Choosing your Carer Online!
- 02 May
A new internet service has been introduced for people with disabilities to find a carer.
Care Pair is set up similar to how online dating works, so you can find the perfect person for the job!
It is set up as a website (CarePair.co.uk) and smart phone app, created by a man who has muscular dystrophy and employs his carers using direct payments.
With direct payments you are allocated an amount after an assessment of your needs for you to use where you need it to help you.
Russell Smith had the idea of Care Pair as he struggled to find a suitable carer to match his every day needs, which include enabling him to get on with his every day activities.
He realised that every day activities vary for everyone, and as a carer is often spending such a long amount of time helping with the service users life, that interests will often need to combine.
When you sign up to Care Pair, you are asked to choose food, music and film preferences to help you find the right person for the right situation, as it will make life a lot moer enjoyable if both parties have similar interests.
As well as questions to help you find a good personality match, the service also asks if you want your carer to have a CRB check, to drive, do manual handling and other more traditional questions, and Russell is hoping that his idea will help change the way carers are hired, and improve how carers find adabtable work.

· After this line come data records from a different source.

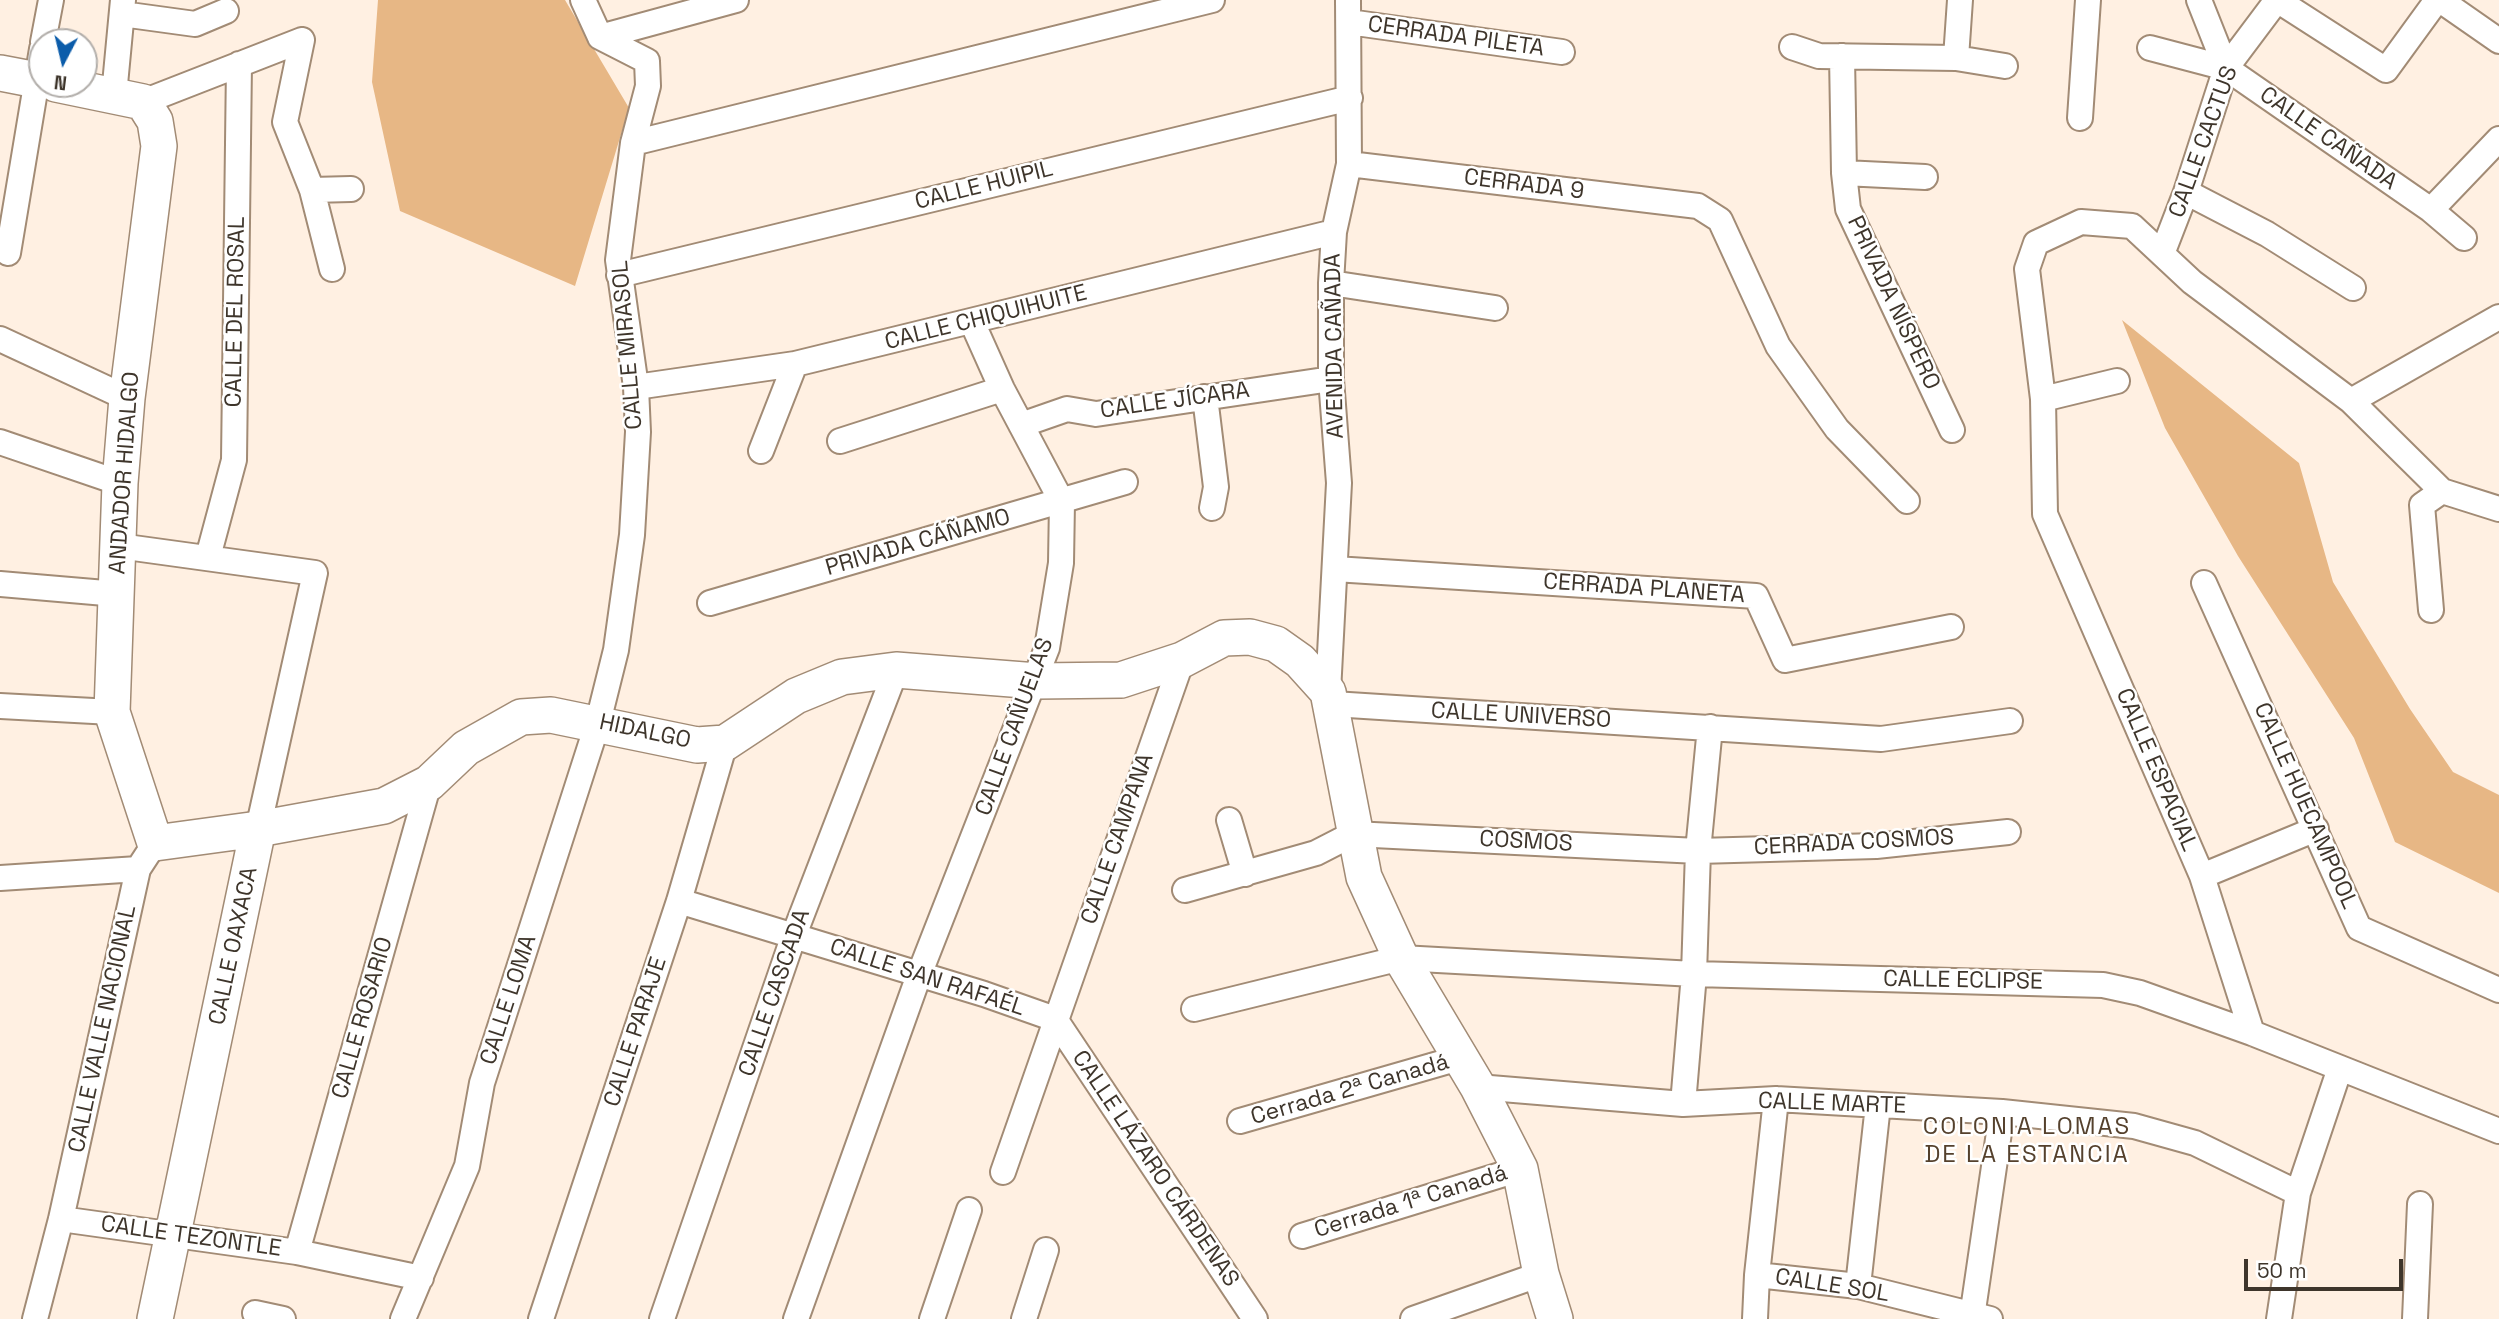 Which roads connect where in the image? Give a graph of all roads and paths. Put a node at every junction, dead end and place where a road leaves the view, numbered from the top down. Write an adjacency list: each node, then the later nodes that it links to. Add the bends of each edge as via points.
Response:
1 (51, 0): 13 (street)
2 (583, 0): 14 (street)
3 (736, 0): 14 (street)
4 (1212, 0): 32 (street)
5 (1960, 0): 20 (street)
6 (2088, 0): 30 (street)
7 (2199, 0): 23 (street)
8 (2277, 0): 9 (street, via 2386,70); 23 (street, CALLE CACTUS)
9 (2438, 0): 15 (street)
10 (122, 7): 12 (street, via 195,24); 29 (street)
11 (1349, 11): 18 (street, CERRADA PILETA); 28 (street, AVENIDA CAÑADA)
12 (226, 12)
13 (46, 28)
14 (600, 37): 32 (street, CALLE MIRASOL, via 647,61 648,86)
15 (2499, 41)
16 (1792, 47): 19 (street, via 1819,57)
17 (2150, 48): 23 (street)
18 (1562, 52)
19 (1842, 56): 20 (street); 34 (street, PRIVADA NÍSPERO)
20 (1956, 58): 22 (street)
21 (240, 64): 29 (street); 37 (street, via 302,40 285,122); 74 (street, CALLE DEL ROSAL, via 234,460)
22 (2005, 66)
23 (2226, 68): 38 (street, CALLE CACTUS); 39 (street, CALLE CAÑADA)
24 (0, 73): 25 (street)
25 (28, 74)
26 (98, 90): 29 (street)
27 (39, 98): 42 (street)
28 (1350, 98): 33 (street, AVENIDA CAÑADA); 45 (street, CALLE HUIPIL)
29 (128, 99): 58 (street, ANDADOR HIDALGO, via 155,121 159,146)
30 (2080, 118)
31 (2499, 139): 39 (street)
32 (633, 143): 45 (street, CALLE MIRASOL)
33 (1349, 164): 40 (street, AVENIDA CAÑADA); 69 (street, CERRADA 9, via 1698,206 1720,220 1778,346 1830,418)
34 (1844, 173): 35 (street); 62 (street, PRIVADA NÍSPERO, via 1848,209)
35 (1925, 177)
36 (351, 189): 37 (street)
37 (312, 190): 44 (street)
38 (2186, 192): 43 (street, CALLE CACTUS); 47 (street, via 2267,234)
39 (2431, 210): 41 (street, CALLE CAÑADA)
40 (1334, 232): 46 (street, AVENIDA CAÑADA); 50 (street, CALLE CHIQUIHUITE)
41 (2464, 238)
42 (8, 253)
43 (2162, 254): 59 (street, via 2132,226 2081,222 2036,243 2027,269); 60 (street, via 2192,282)
44 (332, 268)
45 (619, 275): 55 (street, CALLE MIRASOL)
46 (1331, 283): 48 (street); 53 (street, AVENIDA CAÑADA)
47 (2353, 288)
48 (1495, 308)
49 (2499, 317): 60 (street)
50 (972, 322): 52 (street, CALLE CHIQUIHUITE); 56 (street, CALLE CAÑUELAS)
51 (0, 340): 58 (street)
52 (795, 364): 55 (street, CALLE CHIQUIHUITE); 65 (street)
53 (1331, 379): 57 (street, CALLE JÍCARA); 75 (street, AVENIDA CAÑADA, via 1339,483)
54 (2116, 381): 59 (street)
55 (636, 387): 89 (street, CALLE MIRASOL, via 632,536 617,650)
56 (1002, 389): 61 (street, CALLE CAÑUELAS); 63 (street)
57 (1205, 397): 61 (street, CALLE JÍCARA, via 1096,414 1067,409); 71 (street, via 1216,487)
58 (127, 398): 67 (street, ANDADOR HIDALGO)
59 (2043, 399): 101 (street, CALLE ESPACIAL, via 2045,514)
60 (2351, 401): 68 (street)
61 (1021, 425): 70 (street, CALLE CAÑUELAS)
62 (1952, 430)
63 (840, 441)
64 (0, 442): 67 (street)
65 (761, 452)
66 (1125, 482): 70 (street, PRIVADA CÁÑAMO)
67 (120, 483): 73 (street, ANDADOR HIDALGO)
68 (2442, 491): 72 (street); 80 (street, via 2422,505)
69 (1907, 501)
70 (1062, 502): 79 (street, PRIVADA CÁÑAMO); 84 (street, CALLE CAÑUELAS, via 1061,563 1048,648)
71 (1212, 508)
72 (2499, 509)
73 (119, 546): 74 (street); 78 (street, ANDADOR HIDALGO)
74 (208, 557): 94 (street, CALLE OAXACA, via 315,573)
75 (1335, 569): 81 (street, CERRADA PLANETA, via 1756,596 1785,660); 85 (street, AVENIDA CAÑADA)
76 (2204, 583): 95 (street, CALLE HUECAMPOOL)
77 (0, 584): 78 (street)
78 (117, 594): 87 (street, ANDADOR HIDALGO)
79 (710, 603)
80 (2431, 610)
81 (1951, 627)
82 (1182, 660): 84 (street, via 1121,680); 85 (street, via 1224,638 1250,637 1276,644 1300,661); 111 (street, CALLE CAMPANA)
83 (896, 670): 84 (street); 91 (street, via 842,677 796,695); 105 (street, CALLE CASCADA)
84 (1037, 681): 108 (street, CALLE CAÑUELAS)
85 (1330, 698): 90 (street, CALLE UNIVERSO); 97 (street)
86 (0, 706): 87 (street)
87 (112, 712): 99 (street, ANDADOR HIDALGO)
88 (2010, 721): 90 (street, CALLE UNIVERSO, via 1881,739)
89 (597, 722): 91 (street, HIDALGO, via 697,745); 92 (street, HIDALGO, via 551,715 521,717 466,748); 134 (street, CALLE LOMA, via 482,1083 467,1166)
90 (1710, 727): 98 (street)
91 (726, 743): 104 (street, CALLE PARAJE)
92 (429, 783): 94 (street, HIDALGO, via 384,806); 131 (street, CALLE ROSARIO)
93 (1228, 820): 100 (street)
94 (258, 829): 99 (street, HIDALGO); 128 (street, CALLE OAXACA)
95 (2316, 829): 101 (street); 109 (street, CALLE HUECAMPOOL, via 2359,928)
96 (2008, 832): 98 (street, CERRADA COSMOS, via 1876,846)
97 (1353, 834): 98 (street, COSMOS); 100 (street, via 1316,853); 106 (street, via 1364,877)
98 (1698, 851): 107 (street)
99 (147, 856): 102 (street); 127 (street, CALLE VALLE NACIONAL)
100 (1245, 874): 103 (street)
101 (2202, 876): 112 (street, CALLE ESPACIAL)
102 (0, 878)
103 (1185, 890)
104 (679, 901): 105 (street, CALLE SAN RAFAÉL); 142 (street, CALLE PARAJE)
105 (794, 935): 108 (street, CALLE SAN RAFAÉL); 143 (street, CALLE CASCADA)
106 (1401, 958): 107 (street, CALLE ECLIPSE); 110 (street, CALLE ECLIPSE); 113 (street)
107 (1694, 974): 112 (street, CALLE ECLIPSE, via 2103,985 2140,993); 117 (street)
108 (919, 975): 111 (street, CALLE SAN RAFAÉL); 144 (street, CALLE CAÑUELAS)
109 (2499, 990)
110 (1194, 1009)
111 (1055, 1019): 123 (street, CALLE CAMPANA); 147 (street, CALLE LÁZARO CÁRDENAS)
112 (2252, 1033): 114 (street, CALLE ECLIPSE)
113 (1459, 1058): 115 (street); 120 (street, Cerrada 2ª Canadá)
114 (2340, 1068): 121 (street, CALLE ECLIPSE); 124 (street)
115 (1478, 1087): 117 (street, CALLE MARTE); 122 (street)
116 (1776, 1099): 117 (street, CALLE MARTE); 118 (street, CALLE MARTE); 133 (street)
117 (1683, 1104)
118 (1878, 1105): 119 (street, CALLE MARTE); 135 (street)
119 (2002, 1112): 124 (street, CALLE MARTE, via 2134,1126 2183,1139); 137 (street)
120 (1240, 1121)
121 (2499, 1131)
122 (1520, 1169): 129 (street, Cerrada 1ª Canadá); 132 (street)
123 (1003, 1171)
124 (2298, 1194): 151 (street)
125 (2420, 1204): 152 (street)
126 (969, 1210): 145 (street)
127 (61, 1219): 128 (street, CALLE TEZONTLE); 138 (street)
128 (174, 1234): 131 (street, CALLE TEZONTLE); 139 (street, CALLE OAXACA)
129 (1302, 1236)
130 (1046, 1250): 146 (street)
131 (297, 1252): 134 (street, CALLE TEZONTLE)
132 (1541, 1273): 148 (street); 149 (street)
133 (1757, 1275): 135 (street, CALLE SOL); 150 (street)
134 (421, 1278): 141 (street, CALLE LOMA)
135 (1858, 1286): 137 (street, CALLE SOL)
136 (256, 1313): 140 (street)
137 (1981, 1318)
138 (35, 1319)
139 (155, 1319)
140 (283, 1319)
141 (403, 1319)
142 (541, 1319)
143 (662, 1319)
144 (796, 1319)
145 (932, 1319)
146 (1024, 1319)
147 (1255, 1319)
148 (1413, 1319)
149 (1555, 1319)
150 (1755, 1319)
151 (2279, 1319)
152 (2415, 1319)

He is also hoping it makes emergency carers more accessible, as he has had few options when regular carers have cancelled in the past:
I rang up Coventry Council's emergency social work team and all they could do was suggest I rang up all the carer agencies in Coventry. They emailed over a list of about 50 agencies that were available.
After ringing, literally, all 50 of them, none of them had any staff available. So I asked the duty social worker what the options were, and all they could suggest was that I got admitted to hospital.
I was lucky enough that I could go back to my family, so I just stayed at my mum and dad's for the weekend, but if I didn't have that back-up then getting admitted into hospital was the only option.
It dawned on me that I know there are lots of disabled people in Coventry that employ their own carers, so if there was a way of harnessing and tapping into their care staff as well, then it'd be much more of a useful system for people to use.About 90 people are currently signed up to the service. Smith makes no profit from it, but hopes advertising will fund it in future.